10. Add the following code to the policy.
<!-- This policy can be used to create or modify the standard HTTP request and response messages -->
<AssignMessage async="false" continueOnError="false" enabled="true" xmlns='http://www.sap.com/apimgmt'>

<!-- Sets a new value to the existing parameter -->
<Set>
<Headers>
<Header name="Authorization">User XXXXX, Organization XXXX, Element XXXX</Header>
</Headers>
</Set>
<IgnoreUnresolvedVariables>false</IgnoreUnresolvedVariables>
<AssignTo createNew="false" type="request">request</AssignTo>
</AssignMessage>

Replace the Authorization value in the <Header> tag with the value from the CURL command.



11. Update the policy. Save and Deploy the API proxy.





12. Let’s test the proxy. Go to Test console in the API portal. Click on the API proxy we just    created.

Make sure you remove the '/SwaggerJSON' at the end of the url and click on 'Send'. This will try to retrieve all the mails. It returns around 200 mails. We can set the pageSize parameter while calling the API.



13. Add a ‘where’ condition to filter the emails being retrieved. Now, it will retrieve only the emails that satisfy the condition. (I tried the 'orderBy' parameter. It did not work for me. I am investigating this issue).

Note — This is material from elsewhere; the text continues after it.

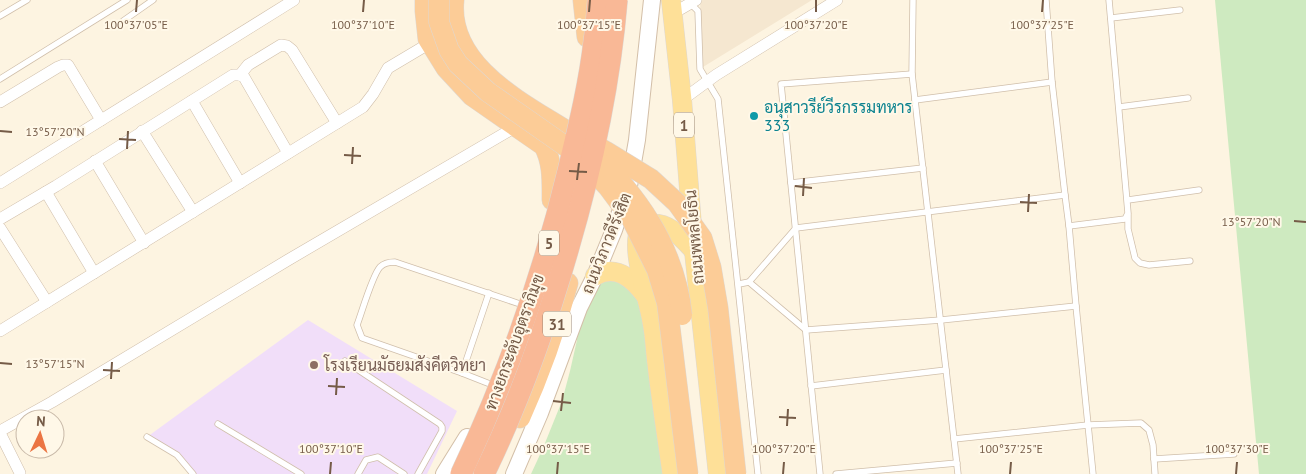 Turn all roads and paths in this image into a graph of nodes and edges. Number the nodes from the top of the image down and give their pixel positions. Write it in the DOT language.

14. Finally, try sending an email. Choose Post and enter the body of the request.
{
"Body": {
"Content": "test "
},
"Subject": "Subject from API",
"ToRecipients": [
{
"EmailAddress": {
"Address": "xxxx@xxxx.com",
"Name": "Sharadha"
}
}
]
}

Click 'Send'



15.  Notice the status code - 200 as response.



16. Check for the email in the recipient mail box.



Let me know if you have any questions. Have fun exploring!